I need each line of the entries below that includes the string "Αγγέλων".

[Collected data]
********************
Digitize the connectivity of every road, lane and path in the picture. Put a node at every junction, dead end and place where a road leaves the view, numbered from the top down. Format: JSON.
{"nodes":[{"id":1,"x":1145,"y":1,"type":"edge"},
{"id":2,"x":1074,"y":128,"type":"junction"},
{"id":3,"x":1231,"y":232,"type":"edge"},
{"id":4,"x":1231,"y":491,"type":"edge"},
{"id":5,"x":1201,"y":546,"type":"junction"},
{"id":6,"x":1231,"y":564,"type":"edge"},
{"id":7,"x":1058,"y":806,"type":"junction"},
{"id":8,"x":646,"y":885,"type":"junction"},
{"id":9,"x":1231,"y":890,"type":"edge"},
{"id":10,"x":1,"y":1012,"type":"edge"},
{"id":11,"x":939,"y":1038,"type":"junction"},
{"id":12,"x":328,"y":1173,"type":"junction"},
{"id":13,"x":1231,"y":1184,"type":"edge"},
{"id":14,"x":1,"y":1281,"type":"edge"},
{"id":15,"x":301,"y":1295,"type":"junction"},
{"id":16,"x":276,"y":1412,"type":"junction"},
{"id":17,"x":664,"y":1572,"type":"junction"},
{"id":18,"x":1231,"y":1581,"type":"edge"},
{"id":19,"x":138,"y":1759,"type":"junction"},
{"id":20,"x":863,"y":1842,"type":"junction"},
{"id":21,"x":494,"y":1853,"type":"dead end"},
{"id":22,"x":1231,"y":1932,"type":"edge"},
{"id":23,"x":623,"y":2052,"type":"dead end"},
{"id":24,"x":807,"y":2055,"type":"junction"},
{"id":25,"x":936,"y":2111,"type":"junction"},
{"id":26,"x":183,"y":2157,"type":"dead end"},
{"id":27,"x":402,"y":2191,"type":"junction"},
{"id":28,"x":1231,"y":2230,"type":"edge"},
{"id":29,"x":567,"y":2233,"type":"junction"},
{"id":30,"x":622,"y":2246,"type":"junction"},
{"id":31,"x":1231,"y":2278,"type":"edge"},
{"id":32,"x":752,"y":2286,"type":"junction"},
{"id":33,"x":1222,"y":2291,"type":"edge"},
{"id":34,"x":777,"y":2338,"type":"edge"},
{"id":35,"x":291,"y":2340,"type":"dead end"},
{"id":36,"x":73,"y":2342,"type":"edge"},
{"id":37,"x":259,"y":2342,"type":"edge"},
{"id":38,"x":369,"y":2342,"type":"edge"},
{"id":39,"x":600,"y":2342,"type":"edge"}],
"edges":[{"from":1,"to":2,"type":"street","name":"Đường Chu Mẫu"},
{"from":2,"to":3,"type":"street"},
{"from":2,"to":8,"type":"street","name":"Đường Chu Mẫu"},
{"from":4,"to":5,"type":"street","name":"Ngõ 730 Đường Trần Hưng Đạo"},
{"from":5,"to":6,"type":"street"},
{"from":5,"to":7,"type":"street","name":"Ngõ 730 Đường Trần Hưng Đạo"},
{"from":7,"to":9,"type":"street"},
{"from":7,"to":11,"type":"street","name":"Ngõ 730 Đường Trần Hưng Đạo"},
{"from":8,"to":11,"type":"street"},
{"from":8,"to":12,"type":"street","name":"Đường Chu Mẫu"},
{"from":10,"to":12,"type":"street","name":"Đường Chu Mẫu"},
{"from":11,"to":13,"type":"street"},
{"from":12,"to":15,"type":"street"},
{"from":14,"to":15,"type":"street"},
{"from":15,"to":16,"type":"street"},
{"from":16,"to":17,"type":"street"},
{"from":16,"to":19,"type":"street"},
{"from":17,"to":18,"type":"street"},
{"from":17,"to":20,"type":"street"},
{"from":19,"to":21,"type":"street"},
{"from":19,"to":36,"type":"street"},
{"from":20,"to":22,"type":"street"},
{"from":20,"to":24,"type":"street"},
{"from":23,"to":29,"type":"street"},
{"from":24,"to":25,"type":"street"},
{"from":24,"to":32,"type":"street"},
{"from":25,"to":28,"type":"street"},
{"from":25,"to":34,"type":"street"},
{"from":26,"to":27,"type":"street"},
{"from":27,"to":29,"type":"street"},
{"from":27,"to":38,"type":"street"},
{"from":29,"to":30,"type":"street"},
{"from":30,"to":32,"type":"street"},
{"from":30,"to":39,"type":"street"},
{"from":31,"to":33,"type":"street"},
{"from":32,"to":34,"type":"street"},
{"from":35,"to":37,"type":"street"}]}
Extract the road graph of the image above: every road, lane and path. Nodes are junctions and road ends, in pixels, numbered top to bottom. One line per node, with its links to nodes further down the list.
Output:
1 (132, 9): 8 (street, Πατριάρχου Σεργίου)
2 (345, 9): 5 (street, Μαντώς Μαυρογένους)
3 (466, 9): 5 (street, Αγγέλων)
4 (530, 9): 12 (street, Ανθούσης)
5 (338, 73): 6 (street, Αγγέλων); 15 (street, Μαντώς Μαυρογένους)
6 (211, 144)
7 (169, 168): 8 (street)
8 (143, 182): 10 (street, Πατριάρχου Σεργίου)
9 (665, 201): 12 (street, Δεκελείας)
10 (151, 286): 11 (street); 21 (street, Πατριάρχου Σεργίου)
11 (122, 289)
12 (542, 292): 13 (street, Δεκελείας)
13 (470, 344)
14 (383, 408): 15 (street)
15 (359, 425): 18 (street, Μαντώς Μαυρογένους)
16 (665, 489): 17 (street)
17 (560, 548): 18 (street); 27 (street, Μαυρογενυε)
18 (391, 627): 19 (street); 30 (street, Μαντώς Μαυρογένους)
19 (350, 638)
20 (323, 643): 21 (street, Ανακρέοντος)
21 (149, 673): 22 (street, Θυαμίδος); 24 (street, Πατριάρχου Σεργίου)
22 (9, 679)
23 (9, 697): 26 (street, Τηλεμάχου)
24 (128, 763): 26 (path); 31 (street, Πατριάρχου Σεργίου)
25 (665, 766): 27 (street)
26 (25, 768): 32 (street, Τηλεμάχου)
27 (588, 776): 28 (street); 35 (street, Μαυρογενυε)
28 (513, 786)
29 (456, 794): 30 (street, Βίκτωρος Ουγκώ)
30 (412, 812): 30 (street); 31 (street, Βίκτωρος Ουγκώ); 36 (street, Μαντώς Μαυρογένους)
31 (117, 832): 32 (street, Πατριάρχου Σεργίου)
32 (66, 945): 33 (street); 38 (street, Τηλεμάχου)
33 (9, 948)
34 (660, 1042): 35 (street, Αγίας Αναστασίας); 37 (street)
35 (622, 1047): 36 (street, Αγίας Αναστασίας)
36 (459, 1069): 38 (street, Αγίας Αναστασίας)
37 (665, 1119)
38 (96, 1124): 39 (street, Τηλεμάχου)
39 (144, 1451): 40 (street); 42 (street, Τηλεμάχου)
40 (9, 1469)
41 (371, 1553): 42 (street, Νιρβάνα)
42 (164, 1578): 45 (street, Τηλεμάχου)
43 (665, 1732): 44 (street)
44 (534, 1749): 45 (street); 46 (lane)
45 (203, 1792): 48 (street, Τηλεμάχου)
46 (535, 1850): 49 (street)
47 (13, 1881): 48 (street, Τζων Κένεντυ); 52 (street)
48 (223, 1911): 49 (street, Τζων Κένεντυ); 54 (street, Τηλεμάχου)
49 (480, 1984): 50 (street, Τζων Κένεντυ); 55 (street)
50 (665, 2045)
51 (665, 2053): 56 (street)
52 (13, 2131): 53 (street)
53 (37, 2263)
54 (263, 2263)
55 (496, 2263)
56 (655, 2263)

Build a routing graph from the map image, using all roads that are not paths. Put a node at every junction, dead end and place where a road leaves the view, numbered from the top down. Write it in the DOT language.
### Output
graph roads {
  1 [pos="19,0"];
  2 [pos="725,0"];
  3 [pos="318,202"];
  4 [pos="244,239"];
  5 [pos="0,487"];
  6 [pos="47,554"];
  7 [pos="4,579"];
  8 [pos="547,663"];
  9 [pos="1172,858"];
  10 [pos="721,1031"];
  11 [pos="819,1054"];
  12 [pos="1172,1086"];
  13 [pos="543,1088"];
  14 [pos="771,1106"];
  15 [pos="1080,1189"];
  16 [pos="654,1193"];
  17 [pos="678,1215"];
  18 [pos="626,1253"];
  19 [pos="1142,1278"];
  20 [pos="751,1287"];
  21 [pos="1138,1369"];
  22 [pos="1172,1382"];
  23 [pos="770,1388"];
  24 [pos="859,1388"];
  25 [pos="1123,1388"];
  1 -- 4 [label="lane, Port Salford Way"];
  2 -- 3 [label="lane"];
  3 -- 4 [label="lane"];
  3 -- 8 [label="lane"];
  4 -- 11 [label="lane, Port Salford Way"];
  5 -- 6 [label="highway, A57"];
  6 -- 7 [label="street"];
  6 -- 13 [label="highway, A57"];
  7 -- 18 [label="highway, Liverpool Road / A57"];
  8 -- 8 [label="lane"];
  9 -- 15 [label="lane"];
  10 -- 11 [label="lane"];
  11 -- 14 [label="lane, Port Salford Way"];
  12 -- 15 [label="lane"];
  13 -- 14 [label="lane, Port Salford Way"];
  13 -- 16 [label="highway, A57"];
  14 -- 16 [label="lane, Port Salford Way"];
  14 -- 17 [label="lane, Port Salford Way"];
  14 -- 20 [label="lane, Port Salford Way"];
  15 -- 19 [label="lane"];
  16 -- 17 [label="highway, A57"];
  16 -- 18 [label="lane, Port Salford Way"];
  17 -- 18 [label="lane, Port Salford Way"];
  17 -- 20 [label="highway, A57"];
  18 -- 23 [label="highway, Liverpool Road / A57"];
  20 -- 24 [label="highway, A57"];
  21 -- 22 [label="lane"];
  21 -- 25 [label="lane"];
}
********************
Answer area
3 (466, 9): 5 (street, Αγγέλων)
5 (338, 73): 6 (street, Αγγέλων); 15 (street, Μαντώς Μαυρογένους)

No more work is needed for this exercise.